*Exercise description*. Go through the listing below and reproduce it word for word.
-- Records for this exercise follows --
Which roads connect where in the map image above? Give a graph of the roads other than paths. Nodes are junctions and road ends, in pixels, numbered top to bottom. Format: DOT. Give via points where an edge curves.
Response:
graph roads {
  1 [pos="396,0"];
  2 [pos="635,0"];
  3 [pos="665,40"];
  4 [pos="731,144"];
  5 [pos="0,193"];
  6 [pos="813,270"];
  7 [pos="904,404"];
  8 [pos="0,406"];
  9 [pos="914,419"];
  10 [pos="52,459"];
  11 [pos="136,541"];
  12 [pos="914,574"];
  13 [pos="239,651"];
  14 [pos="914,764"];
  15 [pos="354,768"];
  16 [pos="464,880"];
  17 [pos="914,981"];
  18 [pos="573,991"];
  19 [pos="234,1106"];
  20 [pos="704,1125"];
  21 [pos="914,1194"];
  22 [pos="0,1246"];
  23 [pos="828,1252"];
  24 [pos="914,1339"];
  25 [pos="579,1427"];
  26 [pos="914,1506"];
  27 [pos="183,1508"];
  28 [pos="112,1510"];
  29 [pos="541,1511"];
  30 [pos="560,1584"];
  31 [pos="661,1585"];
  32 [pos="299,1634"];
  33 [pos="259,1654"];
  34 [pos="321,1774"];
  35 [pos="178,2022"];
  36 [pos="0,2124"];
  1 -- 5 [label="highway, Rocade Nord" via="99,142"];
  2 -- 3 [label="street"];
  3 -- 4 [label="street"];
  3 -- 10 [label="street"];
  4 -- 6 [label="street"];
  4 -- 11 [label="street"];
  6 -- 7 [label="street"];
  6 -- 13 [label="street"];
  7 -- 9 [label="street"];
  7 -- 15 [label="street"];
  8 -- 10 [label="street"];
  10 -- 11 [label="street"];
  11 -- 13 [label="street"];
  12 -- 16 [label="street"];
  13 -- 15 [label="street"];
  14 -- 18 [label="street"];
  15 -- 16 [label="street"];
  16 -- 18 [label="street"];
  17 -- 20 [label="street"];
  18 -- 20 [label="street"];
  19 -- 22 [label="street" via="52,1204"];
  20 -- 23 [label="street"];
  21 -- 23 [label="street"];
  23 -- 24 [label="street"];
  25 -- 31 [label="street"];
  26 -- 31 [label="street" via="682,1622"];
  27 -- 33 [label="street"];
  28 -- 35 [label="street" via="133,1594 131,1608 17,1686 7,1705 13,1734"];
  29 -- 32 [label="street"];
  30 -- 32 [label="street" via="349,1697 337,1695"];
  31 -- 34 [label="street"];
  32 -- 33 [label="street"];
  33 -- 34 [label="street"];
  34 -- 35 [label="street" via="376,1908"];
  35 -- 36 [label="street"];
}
-- Records for this exercise concluded --
*Solution below*.
Which roads connect where in the map image above? Give a graph of the roads other than paths. Nodes are junctions and road ends, in pixels, numbered top to bottom. Format: DOT. Give via points where an edge curves.
Response:
graph roads {
  1 [pos="396,0"];
  2 [pos="635,0"];
  3 [pos="665,40"];
  4 [pos="731,144"];
  5 [pos="0,193"];
  6 [pos="813,270"];
  7 [pos="904,404"];
  8 [pos="0,406"];
  9 [pos="914,419"];
  10 [pos="52,459"];
  11 [pos="136,541"];
  12 [pos="914,574"];
  13 [pos="239,651"];
  14 [pos="914,764"];
  15 [pos="354,768"];
  16 [pos="464,880"];
  17 [pos="914,981"];
  18 [pos="573,991"];
  19 [pos="234,1106"];
  20 [pos="704,1125"];
  21 [pos="914,1194"];
  22 [pos="0,1246"];
  23 [pos="828,1252"];
  24 [pos="914,1339"];
  25 [pos="579,1427"];
  26 [pos="914,1506"];
  27 [pos="183,1508"];
  28 [pos="112,1510"];
  29 [pos="541,1511"];
  30 [pos="560,1584"];
  31 [pos="661,1585"];
  32 [pos="299,1634"];
  33 [pos="259,1654"];
  34 [pos="321,1774"];
  35 [pos="178,2022"];
  36 [pos="0,2124"];
  1 -- 5 [label="highway, Rocade Nord" via="99,142"];
  2 -- 3 [label="street"];
  3 -- 4 [label="street"];
  3 -- 10 [label="street"];
  4 -- 6 [label="street"];
  4 -- 11 [label="street"];
  6 -- 7 [label="street"];
  6 -- 13 [label="street"];
  7 -- 9 [label="street"];
  7 -- 15 [label="street"];
  8 -- 10 [label="street"];
  10 -- 11 [label="street"];
  11 -- 13 [label="street"];
  12 -- 16 [label="street"];
  13 -- 15 [label="street"];
  14 -- 18 [label="street"];
  15 -- 16 [label="street"];
  16 -- 18 [label="street"];
  17 -- 20 [label="street"];
  18 -- 20 [label="street"];
  19 -- 22 [label="street" via="52,1204"];
  20 -- 23 [label="street"];
  21 -- 23 [label="street"];
  23 -- 24 [label="street"];
  25 -- 31 [label="street"];
  26 -- 31 [label="street" via="682,1622"];
  27 -- 33 [label="street"];
  28 -- 35 [label="street" via="133,1594 131,1608 17,1686 7,1705 13,1734"];
  29 -- 32 [label="street"];
  30 -- 32 [label="street" via="349,1697 337,1695"];
  31 -- 34 [label="street"];
  32 -- 33 [label="street"];
  33 -- 34 [label="street"];
  34 -- 35 [label="street" via="376,1908"];
  35 -- 36 [label="street"];
}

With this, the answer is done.